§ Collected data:
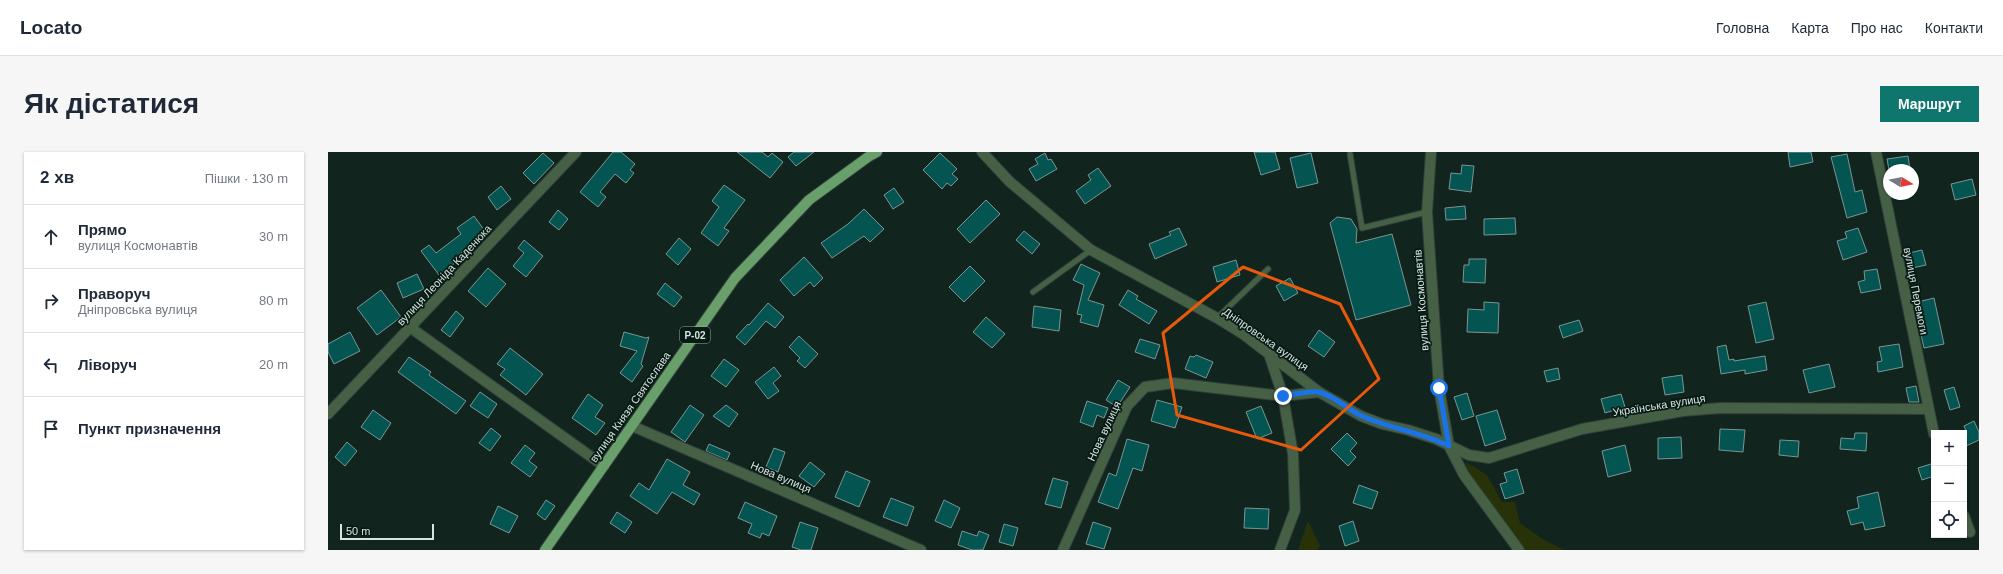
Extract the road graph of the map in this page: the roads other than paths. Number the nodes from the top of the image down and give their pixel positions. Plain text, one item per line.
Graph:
1 (576, 152) edge
2 (878, 152) edge
3 (982, 152) edge
4 (1431, 152) edge
5 (1876, 152) edge
6 (1350, 154) dead end
7 (1427, 212) junction
8 (1091, 250) junction
9 (1268, 269) dead end
10 (1033, 292) dead end
11 (1217, 318) junction
12 (411, 328) junction
13 (1269, 354) junction
14 (1319, 392) junction
15 (1283, 396) junction
16 (1928, 409) junction
17 (328, 414) edge
18 (632, 426) junction
19 (1933, 430) edge
20 (1449, 446) junction
21 (604, 466) junction
22 (1967, 524) edge
23 (1970, 532) dead end
24 (545, 550) edge
25 (921, 550) edge
26 (1063, 550) edge
27 (1280, 550) edge
28 (1519, 550) edge

1 - 12 street, вулиця Леоніда Каденюка
2 - 18 main road, вулиця Князя Святослава / Р-02
3 - 8 street, Дніпровська вулиця
4 - 7 street, вулиця Космонавтів
5 - 16 street, вулиця Перемоги
6 - 7 lane
7 - 20 street, вулиця Космонавтів
8 - 10 lane
8 - 11 street, Дніпровська вулиця
9 - 11 lane
11 - 13 street, Дніпровська вулиця
12 - 17 street, вулиця Леоніда Каденюка
12 - 21 street
13 - 14 street, Дніпровська вулиця
13 - 15 street
14 - 15 street, Нова вулиця
14 - 20 street, Дніпровська вулиця
15 - 26 street, Нова вулиця
15 - 27 street
16 - 19 street, вулиця Перемоги
16 - 20 street, Українська вулиця
18 - 21 main road, вулиця Князя Святослава / Р-02
18 - 25 street, Нова вулиця
20 - 28 street
21 - 24 main road, вулиця Князя Святослава / Р-02
22 - 23 street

§ EXERCISE: Say the number of lines in the records above that include the string "Космонавтів", and no more.

§ TASK OUTPUT: 2